A pilot program run amuck
After the publication of last week’s column, I learned two things.
One, apparently pointing out something that is true doesn’t diminish the hatred it will generate from those it pertains to and two, when that truth involves women, they will get even.
Starting this week, my column has been “selected” for a new “pilot” program that was installed on my computer at the behest of my editors. The program, which I was forced to download from http://www.furryarmpitsbychoice.org, works as a training device to make my language more “female friendly” and socially aware.
According to the instructions, it will automatically replace “offensive” words, or parts of words, with more “female friendly” and politically correct alternatives.
Now, with that out of the way, the real topic for this week: Why I will never go to Wal-Mart again.
Two items, just two little items. That’s all I needed, just ground turkey and cabbage.
Simple, just a quick zip in and out of Wal-Mart. Ten minutes, tops.
Oh, it started out well. I managed to weave my way through the legions of (age-enhanced) people, walking behind their carts taking up all the aisle space by walking at half the speed of a (gastrointestinal emission) and get my desired items. Four minutes, I’m golden.
As I approached the checkout line, I hurriedly surveyed my options. There is a science to selecting the correct lane.

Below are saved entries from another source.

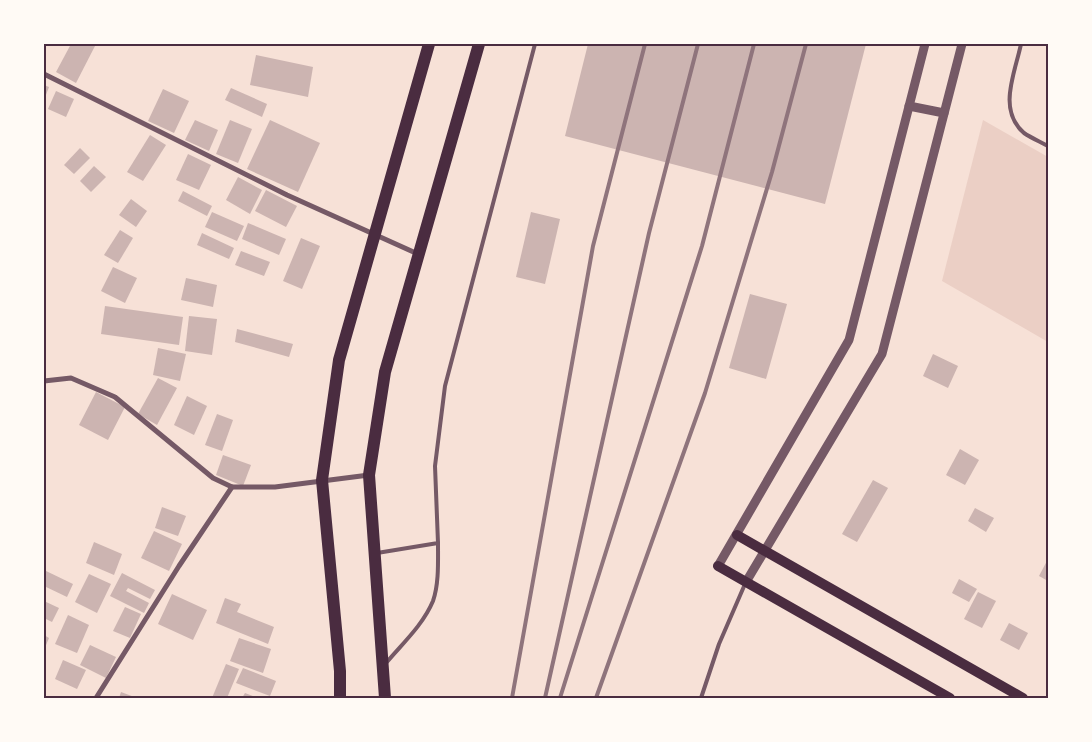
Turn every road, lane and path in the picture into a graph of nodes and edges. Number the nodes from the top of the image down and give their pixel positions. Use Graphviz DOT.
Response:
graph roads {
  1 [pos="429,44"];
  2 [pos="479,44"];
  3 [pos="535,44"];
  4 [pos="925,44"];
  5 [pos="962,44"];
  6 [pos="1021,44"];
  7 [pos="44,74"];
  8 [pos="909,106"];
  9 [pos="944,113"];
  10 [pos="1048,146"];
  11 [pos="374,236"];
  12 [pos="418,254"];
  13 [pos="44,381"];
  14 [pos="368,475"];
  15 [pos="322,480"];
  16 [pos="232,487"];
  17 [pos="737,535"];
  18 [pos="438,543"];
  19 [pos="764,550"];
  20 [pos="375,554"];
  21 [pos="718,566"];
  22 [pos="746,582"];
  23 [pos="383,667"];
  24 [pos="96,698"];
  25 [pos="340,698"];
  26 [pos="385,698"];
  27 [pos="701,698"];
  28 [pos="950,698"];
  29 [pos="1023,698"];
  1 -- 11 [label="main road"];
  2 -- 12 [label="main road"];
  3 -- 18 [label="lane"];
  4 -- 8 [label="street"];
  5 -- 9 [label="street"];
  6 -- 10 [label="lane"];
  7 -- 11 [label="street"];
  8 -- 9 [label="street"];
  8 -- 17 [label="street"];
  9 -- 19 [label="street"];
  11 -- 12 [label="street"];
  11 -- 15 [label="main road"];
  12 -- 14 [label="main road"];
  13 -- 16 [label="street"];
  14 -- 15 [label="street"];
  14 -- 20 [label="main road"];
  15 -- 16 [label="street"];
  15 -- 25 [label="main road"];
  16 -- 24 [label="street"];
  17 -- 19 [label="main road"];
  17 -- 21 [label="street"];
  18 -- 20 [label="lane"];
  18 -- 23 [label="lane"];
  19 -- 22 [label="street"];
  19 -- 29 [label="main road"];
  20 -- 23 [label="main road"];
  21 -- 22 [label="main road"];
  22 -- 27 [label="lane"];
  22 -- 28 [label="main road"];
  23 -- 26 [label="main road"];
}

Choose right, and you are out the door.
Choose wrong, and it will go slower than a night at the ballet, watching a group of obviously (happy) male dancers.

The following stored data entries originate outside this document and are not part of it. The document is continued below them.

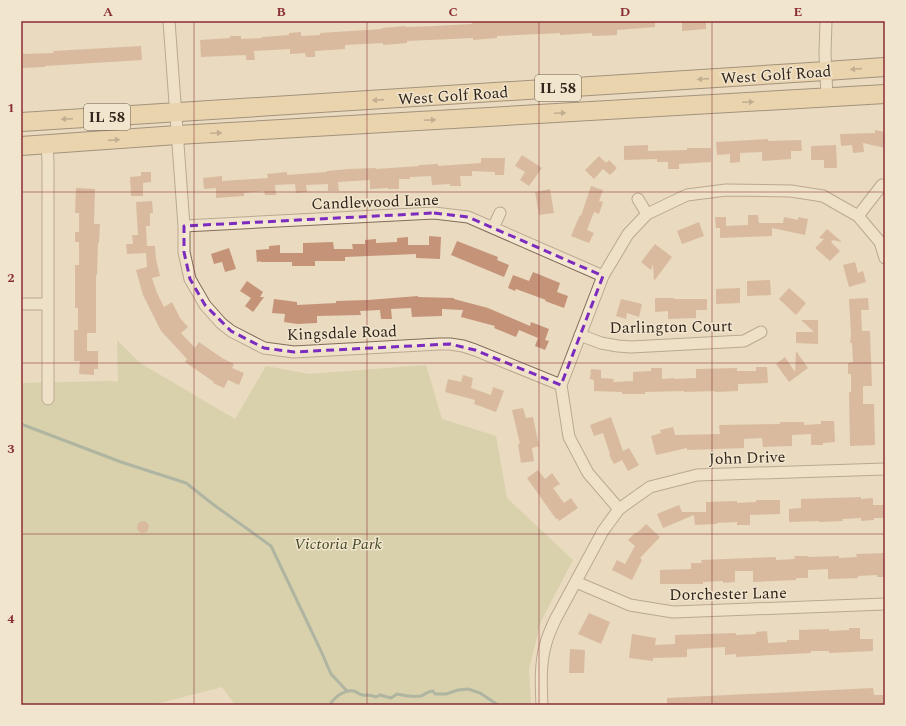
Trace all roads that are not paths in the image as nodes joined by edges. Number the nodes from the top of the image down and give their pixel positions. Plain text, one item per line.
1 (169, 21) edge
2 (826, 21) edge
3 (885, 67) edge
4 (826, 71) junction
5 (885, 94) edge
6 (827, 97) junction
7 (176, 113) junction
8 (21, 122) edge
9 (177, 135) junction
10 (47, 144) junction
11 (21, 146) edge
12 (882, 185) dead end
13 (638, 199) dead end
14 (500, 212) dead end
15 (648, 214) junction
16 (858, 216) junction
17 (184, 226) junction
18 (493, 228) junction
19 (885, 258) edge
20 (603, 276) junction
21 (21, 304) edge
22 (47, 304) junction
23 (761, 332) dead end
24 (580, 335) junction
25 (561, 385) junction
26 (48, 399) dead end
27 (885, 469) edge
28 (619, 509) junction
29 (576, 582) junction
30 (885, 604) edge
31 (542, 705) edge

1 - 7 street, Kingsdale Road
2 - 4 street
3 -> 4 main road, West Golf Road / IL 58
4 - 6 street
4 -> 7 main road, West Golf Road / IL 58
5 - 6 main road, West Golf Road / IL 58
9 -> 6 main road, West Golf Road / IL 58
7 -> 8 main road, West Golf Road / IL 58
7 - 9 street, Kingsdale Road
10 -> 9 main road, West Golf Road / IL 58
9 - 17 street, Kingsdale Road
10 - 11 main road, West Golf Road / IL 58
10 - 22 street
12 - 16 street
13 - 15 street
14 - 18 street
15 - 16 street
15 - 20 street
16 - 19 street
17 - 18 street, Candlewood Lane
17 - 25 street, Kingsdale Road
18 - 20 street, Candlewood Lane
20 - 24 street
21 - 22 street
22 - 26 street
23 - 24 street, Darlington Court
24 - 25 street
25 - 28 street
27 - 28 street, John Drive
28 - 29 street, John Drive
29 - 30 street, Dorchester Lane
29 - 31 street, John Drive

Here’s my options: In lane one, a (person with an enhanced thyroid who can’t help her size) woman who has 38 items easy, yet is so (slow, but still special) that she is in the 20 items or less lane. In lane two: a man wearing a camouflage hat, orange vest and hiking boots (redneck Nascar fan) -?

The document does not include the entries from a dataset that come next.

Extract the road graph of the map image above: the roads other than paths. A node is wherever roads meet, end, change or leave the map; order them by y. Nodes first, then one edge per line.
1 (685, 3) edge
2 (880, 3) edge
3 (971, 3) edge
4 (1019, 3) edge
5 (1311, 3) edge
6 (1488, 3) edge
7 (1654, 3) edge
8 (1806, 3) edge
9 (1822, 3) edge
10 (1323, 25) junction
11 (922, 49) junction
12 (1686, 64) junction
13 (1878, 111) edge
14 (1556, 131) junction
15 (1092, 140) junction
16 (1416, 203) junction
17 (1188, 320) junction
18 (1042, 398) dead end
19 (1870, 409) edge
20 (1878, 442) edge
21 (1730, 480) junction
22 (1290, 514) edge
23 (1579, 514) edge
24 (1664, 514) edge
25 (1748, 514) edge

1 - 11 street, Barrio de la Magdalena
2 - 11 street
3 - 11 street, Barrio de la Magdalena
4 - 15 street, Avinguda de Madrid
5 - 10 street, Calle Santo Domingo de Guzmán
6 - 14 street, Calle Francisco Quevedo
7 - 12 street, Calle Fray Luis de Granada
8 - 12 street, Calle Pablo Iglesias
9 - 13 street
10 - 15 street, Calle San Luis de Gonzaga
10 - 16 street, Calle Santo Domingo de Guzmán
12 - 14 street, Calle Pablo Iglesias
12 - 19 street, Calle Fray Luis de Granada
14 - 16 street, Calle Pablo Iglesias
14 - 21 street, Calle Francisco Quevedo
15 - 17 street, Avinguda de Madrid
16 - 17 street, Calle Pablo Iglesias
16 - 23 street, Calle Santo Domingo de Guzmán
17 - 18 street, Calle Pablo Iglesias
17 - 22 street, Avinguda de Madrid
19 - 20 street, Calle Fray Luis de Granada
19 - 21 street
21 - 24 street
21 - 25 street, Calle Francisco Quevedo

Now wait a (structure to hold back water) minute. There was no word there to correct. This (structure to hold back water) program is editorializing; that’s not right (yes it is).
See, it did it again. Man, this is not fair. I make one observation about female (baby nourishers) and – ?
NO, I do not mean “baby nourishers,” what kind of (make sweet tender gentle love)-ed up program is this?!?!
Only crazy (squirrel food) jobs actually think people should talk like this and are psycho enough to create a (female dog) of a … wait a minute, I can’t even say (female dog)?
You can say that on network television, What the (H-E- double hockey sticks)!?!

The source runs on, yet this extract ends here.